First stop the bank, where there's an organised protest – placards and leaflets and a megaphone and in we go without a thought and blag and blah and ask the questions that they can't answer until we're firmly escorted out.
I wanna do something but I don't know what.
There's a samba band around the corner – Let's get 'em round here.
I'm bored. Let's buy loo roll and throw it in. Let's write messages on it.
Let's go.
Catch youse soon.

That shop window's got a door in - we just have to dodge the guard - catch him off guard.
OK, hold my gun - let's go.
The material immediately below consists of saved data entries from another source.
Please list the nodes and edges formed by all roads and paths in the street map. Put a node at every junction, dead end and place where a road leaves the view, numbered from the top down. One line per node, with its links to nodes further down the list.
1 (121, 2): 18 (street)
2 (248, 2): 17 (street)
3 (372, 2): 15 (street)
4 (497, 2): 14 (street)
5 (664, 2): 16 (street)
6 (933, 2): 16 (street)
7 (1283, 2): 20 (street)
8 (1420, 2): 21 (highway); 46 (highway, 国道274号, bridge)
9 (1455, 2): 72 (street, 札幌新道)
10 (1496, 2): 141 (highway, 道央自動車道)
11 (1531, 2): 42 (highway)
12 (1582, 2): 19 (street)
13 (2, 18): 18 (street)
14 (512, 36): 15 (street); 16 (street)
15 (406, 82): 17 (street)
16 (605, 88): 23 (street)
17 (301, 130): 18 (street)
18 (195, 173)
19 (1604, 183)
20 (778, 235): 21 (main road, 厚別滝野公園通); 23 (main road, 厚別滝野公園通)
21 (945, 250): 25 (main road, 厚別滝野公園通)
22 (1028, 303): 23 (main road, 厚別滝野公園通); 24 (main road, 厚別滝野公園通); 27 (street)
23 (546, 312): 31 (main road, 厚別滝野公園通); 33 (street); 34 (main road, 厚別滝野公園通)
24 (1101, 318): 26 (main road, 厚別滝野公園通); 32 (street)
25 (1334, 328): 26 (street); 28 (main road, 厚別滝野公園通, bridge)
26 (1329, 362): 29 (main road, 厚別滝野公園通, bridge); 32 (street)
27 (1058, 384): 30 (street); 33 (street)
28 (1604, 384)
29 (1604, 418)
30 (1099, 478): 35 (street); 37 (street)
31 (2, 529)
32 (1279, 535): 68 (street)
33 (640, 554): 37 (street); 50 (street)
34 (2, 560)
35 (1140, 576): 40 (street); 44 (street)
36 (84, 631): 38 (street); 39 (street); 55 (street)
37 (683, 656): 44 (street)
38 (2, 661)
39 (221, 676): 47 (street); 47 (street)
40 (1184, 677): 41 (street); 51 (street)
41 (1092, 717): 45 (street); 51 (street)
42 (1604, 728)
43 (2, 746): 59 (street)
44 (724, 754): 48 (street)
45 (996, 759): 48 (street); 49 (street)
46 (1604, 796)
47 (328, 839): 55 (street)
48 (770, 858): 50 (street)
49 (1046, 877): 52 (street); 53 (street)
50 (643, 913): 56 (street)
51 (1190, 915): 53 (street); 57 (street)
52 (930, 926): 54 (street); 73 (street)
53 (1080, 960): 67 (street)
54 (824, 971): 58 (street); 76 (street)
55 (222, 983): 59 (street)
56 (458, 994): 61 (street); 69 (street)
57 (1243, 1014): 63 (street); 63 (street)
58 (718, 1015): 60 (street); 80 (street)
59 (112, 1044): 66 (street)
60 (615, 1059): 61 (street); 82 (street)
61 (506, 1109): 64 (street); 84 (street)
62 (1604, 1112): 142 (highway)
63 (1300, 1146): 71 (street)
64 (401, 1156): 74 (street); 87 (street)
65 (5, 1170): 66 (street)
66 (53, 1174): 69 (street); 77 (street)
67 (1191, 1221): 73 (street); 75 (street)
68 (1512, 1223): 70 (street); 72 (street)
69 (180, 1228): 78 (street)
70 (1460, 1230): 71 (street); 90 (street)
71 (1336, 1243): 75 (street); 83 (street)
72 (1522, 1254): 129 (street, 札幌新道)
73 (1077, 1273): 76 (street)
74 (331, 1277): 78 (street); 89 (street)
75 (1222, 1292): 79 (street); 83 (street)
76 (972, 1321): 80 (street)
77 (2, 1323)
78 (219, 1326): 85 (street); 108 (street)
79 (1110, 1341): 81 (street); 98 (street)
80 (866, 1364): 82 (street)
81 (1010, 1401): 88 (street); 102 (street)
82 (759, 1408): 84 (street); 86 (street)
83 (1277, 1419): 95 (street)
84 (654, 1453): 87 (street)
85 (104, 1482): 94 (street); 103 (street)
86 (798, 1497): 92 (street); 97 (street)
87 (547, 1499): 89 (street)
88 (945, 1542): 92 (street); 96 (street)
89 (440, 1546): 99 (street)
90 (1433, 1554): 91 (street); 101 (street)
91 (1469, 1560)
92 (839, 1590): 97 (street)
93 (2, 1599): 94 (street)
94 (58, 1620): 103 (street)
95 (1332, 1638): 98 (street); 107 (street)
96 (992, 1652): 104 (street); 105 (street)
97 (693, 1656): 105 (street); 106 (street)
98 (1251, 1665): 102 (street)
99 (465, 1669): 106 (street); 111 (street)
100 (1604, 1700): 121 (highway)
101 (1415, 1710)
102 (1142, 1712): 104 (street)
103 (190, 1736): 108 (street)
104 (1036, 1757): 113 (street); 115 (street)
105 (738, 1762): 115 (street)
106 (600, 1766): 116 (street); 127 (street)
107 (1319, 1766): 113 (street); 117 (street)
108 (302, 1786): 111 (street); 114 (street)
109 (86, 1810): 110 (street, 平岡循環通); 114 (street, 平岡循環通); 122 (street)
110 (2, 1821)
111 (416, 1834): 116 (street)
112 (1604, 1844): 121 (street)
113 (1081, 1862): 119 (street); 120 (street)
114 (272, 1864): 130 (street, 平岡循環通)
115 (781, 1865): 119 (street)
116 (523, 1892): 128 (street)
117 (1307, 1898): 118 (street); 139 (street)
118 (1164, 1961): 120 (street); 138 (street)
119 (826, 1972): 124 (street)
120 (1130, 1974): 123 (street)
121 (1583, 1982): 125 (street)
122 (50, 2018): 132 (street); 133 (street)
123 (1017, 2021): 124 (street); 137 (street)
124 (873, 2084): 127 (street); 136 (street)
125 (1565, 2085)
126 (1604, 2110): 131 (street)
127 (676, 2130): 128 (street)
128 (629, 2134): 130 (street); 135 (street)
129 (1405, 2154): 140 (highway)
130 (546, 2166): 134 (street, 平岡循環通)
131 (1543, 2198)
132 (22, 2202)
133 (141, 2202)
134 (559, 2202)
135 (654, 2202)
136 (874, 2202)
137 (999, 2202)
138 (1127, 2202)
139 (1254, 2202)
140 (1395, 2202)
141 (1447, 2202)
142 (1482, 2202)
One by one we step, grinning into the readymade playground.
I pull down my new-man-the-mannequins trendy trousers and hold his hand and ask the gathering crowd: “SHOPPING IS...?”
“That's the police on the way”.
“SHOPPING IS...SEXY?
“You'll have to leave now”
“SHOPPING IS...BORING.”
And off we go and it must be time to distribute these flowers salvaged from the bins in all their cellophane glory. We shower the band with confetti and dance along to find those most deserving of the flowers.
A couple parting – here, you get him, I'll get her – say they're from each other.
Another guard. But he wont have it – he's got his image to think about.
And then there's folk in the window – wedding dress and fat suit, telling a strange love story of super bargains.
We chat to the guy who's visiting from Nigeria. He says "if it looks too good to be true, it probably is", but eventually he accepts the flowers and as far as we know they brought him no ills. He can't imagine that we'd ever make our way to Nigeria on our bikes, but he certainly likes the sound of us trying.
After some negotiation the bargain bride and bulging companion are released from the shop with no more than a strained groin and a confused shop-manager. BHS has never known such excitement.
On then, on.

GIVE BLOOD says the sign and so we obey - “can you keep moving round please”. Each time a chair becomes free we move camp. Dresses and fat-suits and crumpled guns and all. This is very important, despite the fact that there's nobody waiting behind us.
Giving blood isn't as simple as it seemed.
The tricky questionnaire filters most of us out but I scrape through and leave a pint of myself behind.
Then it's on to McGills for karaoke (and replacing those lost fluids) but it's a no-goer so we creep underground for the free preview and out for the trudge home.
May as well lets stick our heads in the bin eh? And the trudge home is harder but merrier with bags of food to share out over tea and snoozes and banging loud crazy tunes. And in the background there's bikes to be fixed, sculptures to be made, friends to be met, dogs to be walked and then the party to fill the night.
That was a pretty good day by the way.
(Though we never did find a use for that cardboard gun).

Things are getting sticky

So I thought I'd leave you a little something to wake up to, little B.  On a regular basis.